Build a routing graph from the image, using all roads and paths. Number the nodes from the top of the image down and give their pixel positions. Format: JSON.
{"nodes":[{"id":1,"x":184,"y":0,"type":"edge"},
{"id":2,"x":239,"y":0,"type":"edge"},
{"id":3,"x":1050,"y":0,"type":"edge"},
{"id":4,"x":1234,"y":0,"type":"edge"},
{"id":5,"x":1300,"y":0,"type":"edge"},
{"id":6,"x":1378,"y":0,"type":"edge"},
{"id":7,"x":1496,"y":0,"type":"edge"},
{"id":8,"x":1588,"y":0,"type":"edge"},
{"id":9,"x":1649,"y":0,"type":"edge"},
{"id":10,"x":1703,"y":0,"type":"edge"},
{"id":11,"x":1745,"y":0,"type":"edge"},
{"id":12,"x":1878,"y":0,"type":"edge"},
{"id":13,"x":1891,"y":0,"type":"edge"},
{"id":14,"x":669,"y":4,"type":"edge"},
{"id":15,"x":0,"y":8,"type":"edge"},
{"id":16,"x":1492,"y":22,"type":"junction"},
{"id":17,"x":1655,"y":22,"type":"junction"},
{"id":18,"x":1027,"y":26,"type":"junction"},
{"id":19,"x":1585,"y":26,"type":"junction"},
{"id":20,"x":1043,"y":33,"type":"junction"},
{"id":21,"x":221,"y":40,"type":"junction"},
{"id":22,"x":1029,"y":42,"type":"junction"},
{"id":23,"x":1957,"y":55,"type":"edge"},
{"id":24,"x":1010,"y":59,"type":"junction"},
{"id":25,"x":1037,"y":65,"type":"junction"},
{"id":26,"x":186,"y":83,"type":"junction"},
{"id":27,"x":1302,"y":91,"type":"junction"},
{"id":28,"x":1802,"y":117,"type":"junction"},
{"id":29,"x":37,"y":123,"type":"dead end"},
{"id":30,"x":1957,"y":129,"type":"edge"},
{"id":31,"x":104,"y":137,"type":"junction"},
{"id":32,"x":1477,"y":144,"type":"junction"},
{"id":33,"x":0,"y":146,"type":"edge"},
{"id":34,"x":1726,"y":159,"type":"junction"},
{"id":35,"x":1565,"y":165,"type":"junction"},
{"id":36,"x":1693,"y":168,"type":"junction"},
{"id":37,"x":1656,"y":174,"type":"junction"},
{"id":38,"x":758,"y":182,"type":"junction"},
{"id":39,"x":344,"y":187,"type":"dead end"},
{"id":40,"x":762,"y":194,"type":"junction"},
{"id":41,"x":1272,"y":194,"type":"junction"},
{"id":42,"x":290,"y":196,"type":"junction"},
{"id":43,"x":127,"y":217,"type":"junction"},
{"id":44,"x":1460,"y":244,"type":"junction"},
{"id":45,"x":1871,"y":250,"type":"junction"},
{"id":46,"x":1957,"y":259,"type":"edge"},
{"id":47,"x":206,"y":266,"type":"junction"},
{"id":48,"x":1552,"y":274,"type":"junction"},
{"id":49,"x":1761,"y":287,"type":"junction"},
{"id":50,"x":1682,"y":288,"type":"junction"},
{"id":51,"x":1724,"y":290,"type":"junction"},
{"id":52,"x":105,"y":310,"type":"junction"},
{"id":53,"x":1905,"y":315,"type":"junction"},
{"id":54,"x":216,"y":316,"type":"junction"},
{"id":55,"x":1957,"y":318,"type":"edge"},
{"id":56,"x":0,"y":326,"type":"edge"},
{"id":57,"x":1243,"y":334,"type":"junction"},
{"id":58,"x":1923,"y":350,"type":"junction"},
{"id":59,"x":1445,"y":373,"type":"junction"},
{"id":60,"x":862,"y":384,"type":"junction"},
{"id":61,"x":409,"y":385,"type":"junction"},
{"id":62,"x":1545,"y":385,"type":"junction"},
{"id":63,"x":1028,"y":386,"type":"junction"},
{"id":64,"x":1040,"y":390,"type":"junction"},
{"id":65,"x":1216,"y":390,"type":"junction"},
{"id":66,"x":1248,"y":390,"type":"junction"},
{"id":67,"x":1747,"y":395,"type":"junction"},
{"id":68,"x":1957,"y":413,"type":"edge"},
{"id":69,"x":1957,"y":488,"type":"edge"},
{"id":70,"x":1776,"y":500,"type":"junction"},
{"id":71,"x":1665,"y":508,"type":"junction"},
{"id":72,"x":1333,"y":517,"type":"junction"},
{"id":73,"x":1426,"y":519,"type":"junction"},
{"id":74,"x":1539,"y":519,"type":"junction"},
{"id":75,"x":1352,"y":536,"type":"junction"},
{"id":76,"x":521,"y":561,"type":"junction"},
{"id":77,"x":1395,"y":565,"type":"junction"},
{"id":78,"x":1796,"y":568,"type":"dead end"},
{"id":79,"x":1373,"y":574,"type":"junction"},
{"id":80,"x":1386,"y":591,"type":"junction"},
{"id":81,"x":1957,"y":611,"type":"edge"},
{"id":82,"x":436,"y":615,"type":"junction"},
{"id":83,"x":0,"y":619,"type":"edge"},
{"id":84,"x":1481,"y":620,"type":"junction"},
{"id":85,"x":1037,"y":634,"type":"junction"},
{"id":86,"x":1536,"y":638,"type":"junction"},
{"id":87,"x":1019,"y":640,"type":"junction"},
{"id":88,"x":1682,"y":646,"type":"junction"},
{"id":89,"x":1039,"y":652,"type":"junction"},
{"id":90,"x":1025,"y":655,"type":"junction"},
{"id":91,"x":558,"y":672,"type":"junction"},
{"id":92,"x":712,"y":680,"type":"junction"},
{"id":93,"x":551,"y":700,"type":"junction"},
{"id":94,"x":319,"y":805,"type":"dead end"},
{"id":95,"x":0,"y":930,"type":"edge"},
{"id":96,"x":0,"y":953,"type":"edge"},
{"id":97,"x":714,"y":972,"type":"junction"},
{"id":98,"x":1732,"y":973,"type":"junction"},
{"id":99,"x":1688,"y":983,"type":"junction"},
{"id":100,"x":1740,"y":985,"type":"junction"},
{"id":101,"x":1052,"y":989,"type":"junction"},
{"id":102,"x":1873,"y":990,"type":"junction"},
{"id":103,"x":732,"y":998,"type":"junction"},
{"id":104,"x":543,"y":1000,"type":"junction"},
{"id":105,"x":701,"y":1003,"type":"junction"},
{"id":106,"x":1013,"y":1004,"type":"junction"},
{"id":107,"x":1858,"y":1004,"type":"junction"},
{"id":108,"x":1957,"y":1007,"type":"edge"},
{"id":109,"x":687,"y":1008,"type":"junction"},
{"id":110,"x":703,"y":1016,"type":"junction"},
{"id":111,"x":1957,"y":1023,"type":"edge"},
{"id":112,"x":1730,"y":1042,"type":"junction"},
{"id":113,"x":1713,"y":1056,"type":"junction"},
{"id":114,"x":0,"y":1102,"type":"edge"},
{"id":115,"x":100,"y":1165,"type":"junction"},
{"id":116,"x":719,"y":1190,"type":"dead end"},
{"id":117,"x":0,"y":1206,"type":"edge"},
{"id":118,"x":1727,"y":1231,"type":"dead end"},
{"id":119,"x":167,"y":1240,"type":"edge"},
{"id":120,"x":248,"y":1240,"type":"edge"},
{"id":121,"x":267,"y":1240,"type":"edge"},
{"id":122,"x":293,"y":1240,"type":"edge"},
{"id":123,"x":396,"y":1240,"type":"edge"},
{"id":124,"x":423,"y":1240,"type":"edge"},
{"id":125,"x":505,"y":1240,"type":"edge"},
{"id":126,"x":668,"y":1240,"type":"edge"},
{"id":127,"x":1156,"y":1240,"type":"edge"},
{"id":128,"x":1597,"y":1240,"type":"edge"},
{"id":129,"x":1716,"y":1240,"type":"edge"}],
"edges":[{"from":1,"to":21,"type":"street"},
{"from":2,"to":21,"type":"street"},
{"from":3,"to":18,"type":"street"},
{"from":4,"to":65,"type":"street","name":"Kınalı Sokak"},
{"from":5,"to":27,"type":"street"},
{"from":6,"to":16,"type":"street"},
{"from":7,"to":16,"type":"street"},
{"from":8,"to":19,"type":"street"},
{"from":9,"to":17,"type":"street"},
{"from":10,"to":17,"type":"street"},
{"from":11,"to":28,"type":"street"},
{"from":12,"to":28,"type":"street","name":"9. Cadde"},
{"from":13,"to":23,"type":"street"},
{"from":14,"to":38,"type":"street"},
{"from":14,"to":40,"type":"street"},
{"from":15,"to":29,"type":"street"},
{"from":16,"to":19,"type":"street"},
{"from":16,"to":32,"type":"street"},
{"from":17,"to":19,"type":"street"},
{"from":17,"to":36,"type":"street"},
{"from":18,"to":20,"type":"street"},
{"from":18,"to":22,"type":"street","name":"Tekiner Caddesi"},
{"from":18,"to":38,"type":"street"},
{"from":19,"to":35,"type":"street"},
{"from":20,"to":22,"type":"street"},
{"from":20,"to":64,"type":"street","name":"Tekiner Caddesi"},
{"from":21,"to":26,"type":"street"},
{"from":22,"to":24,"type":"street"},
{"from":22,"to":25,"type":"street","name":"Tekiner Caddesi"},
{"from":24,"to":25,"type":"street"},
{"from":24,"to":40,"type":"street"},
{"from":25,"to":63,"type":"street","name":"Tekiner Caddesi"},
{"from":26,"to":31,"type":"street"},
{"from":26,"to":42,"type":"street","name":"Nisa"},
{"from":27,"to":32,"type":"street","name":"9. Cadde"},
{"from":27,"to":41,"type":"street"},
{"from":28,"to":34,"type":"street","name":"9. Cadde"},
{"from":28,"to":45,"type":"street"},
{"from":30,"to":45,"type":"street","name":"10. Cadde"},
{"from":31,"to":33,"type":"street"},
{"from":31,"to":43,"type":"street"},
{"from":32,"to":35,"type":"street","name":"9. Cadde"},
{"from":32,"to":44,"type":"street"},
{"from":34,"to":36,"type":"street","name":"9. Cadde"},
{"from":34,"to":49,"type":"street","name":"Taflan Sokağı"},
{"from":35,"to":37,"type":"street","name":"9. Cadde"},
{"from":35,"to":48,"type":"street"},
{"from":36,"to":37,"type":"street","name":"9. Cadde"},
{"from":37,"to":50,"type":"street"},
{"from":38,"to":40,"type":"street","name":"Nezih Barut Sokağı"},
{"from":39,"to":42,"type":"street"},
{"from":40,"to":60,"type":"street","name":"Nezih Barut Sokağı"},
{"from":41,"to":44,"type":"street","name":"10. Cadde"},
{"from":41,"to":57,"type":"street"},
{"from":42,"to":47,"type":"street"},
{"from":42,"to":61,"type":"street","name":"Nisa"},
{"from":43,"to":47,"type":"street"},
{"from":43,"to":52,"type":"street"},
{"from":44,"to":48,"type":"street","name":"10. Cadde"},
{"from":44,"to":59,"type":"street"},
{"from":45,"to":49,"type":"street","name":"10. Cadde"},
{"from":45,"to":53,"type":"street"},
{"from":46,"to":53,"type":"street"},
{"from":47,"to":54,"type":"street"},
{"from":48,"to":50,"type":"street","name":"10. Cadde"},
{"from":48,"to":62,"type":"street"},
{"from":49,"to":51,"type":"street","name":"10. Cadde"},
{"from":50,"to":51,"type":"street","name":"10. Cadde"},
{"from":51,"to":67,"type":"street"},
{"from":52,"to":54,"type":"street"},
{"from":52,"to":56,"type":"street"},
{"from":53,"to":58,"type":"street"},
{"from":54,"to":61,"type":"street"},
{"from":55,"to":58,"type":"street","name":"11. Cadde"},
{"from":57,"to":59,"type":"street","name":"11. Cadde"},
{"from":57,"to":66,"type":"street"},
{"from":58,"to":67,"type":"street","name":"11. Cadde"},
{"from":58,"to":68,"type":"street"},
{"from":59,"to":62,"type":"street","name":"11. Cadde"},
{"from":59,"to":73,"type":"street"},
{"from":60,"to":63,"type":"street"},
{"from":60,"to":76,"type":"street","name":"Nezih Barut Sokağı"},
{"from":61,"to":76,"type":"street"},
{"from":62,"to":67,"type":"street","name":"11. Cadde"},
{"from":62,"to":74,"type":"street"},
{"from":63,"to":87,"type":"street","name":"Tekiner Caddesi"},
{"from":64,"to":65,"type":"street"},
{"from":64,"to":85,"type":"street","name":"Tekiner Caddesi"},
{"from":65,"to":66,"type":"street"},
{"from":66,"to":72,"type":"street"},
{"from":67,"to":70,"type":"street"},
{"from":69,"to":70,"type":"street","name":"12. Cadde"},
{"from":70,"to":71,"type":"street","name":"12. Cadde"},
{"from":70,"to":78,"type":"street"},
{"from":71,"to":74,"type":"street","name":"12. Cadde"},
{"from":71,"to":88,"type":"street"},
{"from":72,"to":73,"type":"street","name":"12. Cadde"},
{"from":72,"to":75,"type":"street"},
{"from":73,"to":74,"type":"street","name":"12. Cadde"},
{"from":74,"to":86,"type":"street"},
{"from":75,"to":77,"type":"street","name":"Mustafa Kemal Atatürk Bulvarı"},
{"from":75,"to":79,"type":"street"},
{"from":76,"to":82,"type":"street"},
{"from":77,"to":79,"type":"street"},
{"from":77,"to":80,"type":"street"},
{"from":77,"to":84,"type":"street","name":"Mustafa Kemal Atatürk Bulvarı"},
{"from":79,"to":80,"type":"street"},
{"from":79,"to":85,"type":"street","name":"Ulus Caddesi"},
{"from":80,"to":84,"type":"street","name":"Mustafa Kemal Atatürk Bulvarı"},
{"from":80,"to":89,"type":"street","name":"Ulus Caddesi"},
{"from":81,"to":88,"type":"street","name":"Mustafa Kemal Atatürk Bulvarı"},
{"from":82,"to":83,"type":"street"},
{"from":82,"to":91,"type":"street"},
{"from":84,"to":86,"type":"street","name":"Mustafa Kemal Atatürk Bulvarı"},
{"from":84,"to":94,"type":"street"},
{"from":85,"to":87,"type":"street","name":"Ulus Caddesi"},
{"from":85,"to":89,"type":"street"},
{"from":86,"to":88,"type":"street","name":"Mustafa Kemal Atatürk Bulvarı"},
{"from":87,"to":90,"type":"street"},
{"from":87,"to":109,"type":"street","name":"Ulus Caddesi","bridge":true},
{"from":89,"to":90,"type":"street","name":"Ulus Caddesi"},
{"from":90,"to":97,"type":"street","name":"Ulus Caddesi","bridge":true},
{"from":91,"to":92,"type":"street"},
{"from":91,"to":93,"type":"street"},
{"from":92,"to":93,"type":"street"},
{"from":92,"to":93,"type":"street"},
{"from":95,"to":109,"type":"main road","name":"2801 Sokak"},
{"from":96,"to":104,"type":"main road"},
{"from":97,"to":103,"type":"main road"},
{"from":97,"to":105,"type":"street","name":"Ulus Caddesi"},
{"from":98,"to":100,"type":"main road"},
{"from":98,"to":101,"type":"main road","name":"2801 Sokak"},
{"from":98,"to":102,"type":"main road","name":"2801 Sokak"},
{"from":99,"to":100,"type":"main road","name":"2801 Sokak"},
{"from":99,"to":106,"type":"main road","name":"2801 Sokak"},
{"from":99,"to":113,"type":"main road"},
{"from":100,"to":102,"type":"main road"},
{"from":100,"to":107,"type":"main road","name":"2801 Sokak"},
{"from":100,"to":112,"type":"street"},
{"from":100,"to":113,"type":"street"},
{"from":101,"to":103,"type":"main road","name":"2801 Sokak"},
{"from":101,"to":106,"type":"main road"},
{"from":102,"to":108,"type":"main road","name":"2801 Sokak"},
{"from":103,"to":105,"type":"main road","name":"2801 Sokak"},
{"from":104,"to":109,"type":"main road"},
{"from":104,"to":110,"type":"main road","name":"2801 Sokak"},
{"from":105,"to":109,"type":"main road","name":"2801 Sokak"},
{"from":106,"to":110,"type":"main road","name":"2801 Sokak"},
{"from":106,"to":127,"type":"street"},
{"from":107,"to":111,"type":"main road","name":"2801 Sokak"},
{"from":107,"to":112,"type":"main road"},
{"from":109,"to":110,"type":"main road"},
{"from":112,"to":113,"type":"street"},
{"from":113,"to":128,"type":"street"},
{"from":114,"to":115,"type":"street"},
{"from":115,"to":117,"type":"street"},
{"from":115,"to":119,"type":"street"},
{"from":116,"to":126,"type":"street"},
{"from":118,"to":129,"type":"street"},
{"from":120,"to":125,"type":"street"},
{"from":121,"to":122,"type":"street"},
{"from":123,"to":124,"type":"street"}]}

.....

Within the data, tally each line containing the string "bridge". Answer with the number by itself.

2